You dream that your body becomes grotesque and hairy. The only way to conceal your new scary body from esteemed visitors to your dream is to wade into a lagoon filled with mosquito larvae. You continue polite conversation with your esteemed dream visitors, submerged in the foul lagoon from neck down. Impossibility of optimism.
__________________

Stories you tell in the North.
__________________

There are journeys on a Greyhound. Oh yes, and rings of cigarette smoke. There are songs about journeys on a Greyhound. A vivid Chris Wilson tune, a country lament and the saddest song goes something like…

‘You packed your things in a cardboard case. You burned yourself with a cigarette Move, if you think it’s too slow Move, if you think it’s too slow-oh-oh-oh-eeee’

The singer smudges the words across the guitar twang and calls up the travelling Blues. He puts you right there, on the seat on the bus next to the man who is dying on a Greyhound, plummeting along a motorway. Full stop music to end optimism.
__________________

There are stories about working in a weaving shed in the 1970’s. Oh yes, a game of cards and a cup of tea.

There are stories about working in factories, the one about the rise of industrial labour, the deafening roar and clatter of machinery that left a whole generation in Northern England deaf as doorposts. That labour has moved East now. A whole continent deaf and ringing to the tune of factories. Lace, you wouldn’t think it had a shred of pain woven through it. Lace, now that is a light substance. Until you imagine fingers, the fixed and burning eyes, the deafening roar of the lace makers’ machines. There are stories of families split across continents in order to work in factories—fathers from daughters, mothers from grandmothers. You tell me this like a catalogue.
__________________

A woman keeps watch over her restless neighbourhood, from the third floor balcony. Doesn’t matter, Winter, Spring, Summer. She keeps an eye out. This Neighbourhood Owl never was an optimist but that never dints her acerbic curiosity. She has eyes peeled for bicycle thieves, open doors and wrong night meetings, exchanges of goods and goods in the carpark, ah, this one has an eye for everyday calamity.
__________________

You found it hard to accept when your mother said, ‘I never was an optimist’. Oh, you wanted to protest. You can see (big OH) Optimism as a natural state sitting parallel with Hope, sitting neck and neck with Expectation and Surprise. Your mother, the ferocious daughter of a Northern tailor. Your mother, the tight-lipped neighbour. As a child you wondered when is that point, that pivot, that leak in time that turns a state of open expectation to its opposite…When does this happen?

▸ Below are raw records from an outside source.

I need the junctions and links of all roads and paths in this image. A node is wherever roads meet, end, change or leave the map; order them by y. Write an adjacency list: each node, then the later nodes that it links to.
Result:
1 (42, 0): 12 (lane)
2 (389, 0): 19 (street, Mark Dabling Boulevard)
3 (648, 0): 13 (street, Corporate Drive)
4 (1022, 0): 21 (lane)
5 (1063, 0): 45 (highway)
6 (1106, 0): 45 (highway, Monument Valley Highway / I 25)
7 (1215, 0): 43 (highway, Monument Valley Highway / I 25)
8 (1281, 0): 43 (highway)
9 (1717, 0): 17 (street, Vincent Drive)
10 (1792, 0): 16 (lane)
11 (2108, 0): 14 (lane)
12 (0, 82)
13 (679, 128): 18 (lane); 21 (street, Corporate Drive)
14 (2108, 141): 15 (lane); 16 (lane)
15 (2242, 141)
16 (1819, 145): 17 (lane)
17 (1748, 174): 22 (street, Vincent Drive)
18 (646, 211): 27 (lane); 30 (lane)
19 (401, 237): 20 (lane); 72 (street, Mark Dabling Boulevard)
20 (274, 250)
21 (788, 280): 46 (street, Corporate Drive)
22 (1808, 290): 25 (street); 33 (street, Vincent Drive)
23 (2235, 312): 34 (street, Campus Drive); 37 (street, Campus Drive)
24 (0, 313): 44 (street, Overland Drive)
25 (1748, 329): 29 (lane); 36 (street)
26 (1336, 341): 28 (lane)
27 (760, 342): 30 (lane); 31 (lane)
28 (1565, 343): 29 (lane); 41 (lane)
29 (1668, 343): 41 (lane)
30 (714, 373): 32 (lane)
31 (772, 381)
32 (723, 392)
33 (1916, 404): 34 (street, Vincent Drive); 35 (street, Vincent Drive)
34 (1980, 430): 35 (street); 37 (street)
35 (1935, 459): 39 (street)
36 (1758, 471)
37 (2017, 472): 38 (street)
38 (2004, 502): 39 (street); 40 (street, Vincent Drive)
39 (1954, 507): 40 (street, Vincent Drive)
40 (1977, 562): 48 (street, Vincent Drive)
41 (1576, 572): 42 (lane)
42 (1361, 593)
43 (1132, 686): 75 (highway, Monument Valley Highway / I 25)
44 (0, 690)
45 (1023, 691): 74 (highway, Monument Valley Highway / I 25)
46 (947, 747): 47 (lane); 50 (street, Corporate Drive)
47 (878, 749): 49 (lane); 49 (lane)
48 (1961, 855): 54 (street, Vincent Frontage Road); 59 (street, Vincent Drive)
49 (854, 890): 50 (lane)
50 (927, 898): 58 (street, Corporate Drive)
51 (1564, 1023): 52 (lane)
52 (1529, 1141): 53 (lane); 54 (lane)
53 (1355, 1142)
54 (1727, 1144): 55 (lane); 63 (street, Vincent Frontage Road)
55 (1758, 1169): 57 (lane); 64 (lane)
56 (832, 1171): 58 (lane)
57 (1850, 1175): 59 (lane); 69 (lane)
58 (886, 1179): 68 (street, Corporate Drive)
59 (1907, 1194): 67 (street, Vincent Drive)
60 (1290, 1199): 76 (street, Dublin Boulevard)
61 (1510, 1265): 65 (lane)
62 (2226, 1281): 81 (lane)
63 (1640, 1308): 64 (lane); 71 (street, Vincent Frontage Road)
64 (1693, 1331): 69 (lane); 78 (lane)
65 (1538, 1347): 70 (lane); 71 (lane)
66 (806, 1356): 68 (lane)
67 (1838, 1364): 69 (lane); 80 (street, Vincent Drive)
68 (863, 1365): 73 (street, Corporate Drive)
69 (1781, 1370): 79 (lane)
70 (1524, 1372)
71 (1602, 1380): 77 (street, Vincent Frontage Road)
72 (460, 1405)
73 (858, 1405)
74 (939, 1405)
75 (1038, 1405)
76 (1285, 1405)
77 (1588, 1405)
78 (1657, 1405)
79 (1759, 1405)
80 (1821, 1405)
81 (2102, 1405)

Right now—let me name that exact moment. Right now, as I am speaking, I am tuning into my own downstairs neighbour who is playing Grease the Musical and the sounds are stabbing up through my floor. My neighbour has all his doors flung open and it is a cold, cold night. He is playing Grease loud and he’s wheeled his telescope into the drive again. With the occasional bellow, my neighbour lets out empathetic roars and moans and wantings to the nightsky. He is playing music, looking at the rings of Saturn. He is smoking Holidays and drinking on the driveway, with his face creased tissue-paper, a hot eye to the viewfinder, hips swaying.

Pretty soon, it’s 1am, he will run out of steam. There will be a point when the singing will stop. He will wheel the telescope inside and put himself to bed. That moment will bring the quiet. Quiet of all that wanting. So that all I will hear is the roar-roar of the main road and that marks the end of night.

Adapted for performance by Barbara Campbell from a story by Caitlin Newton-Broad.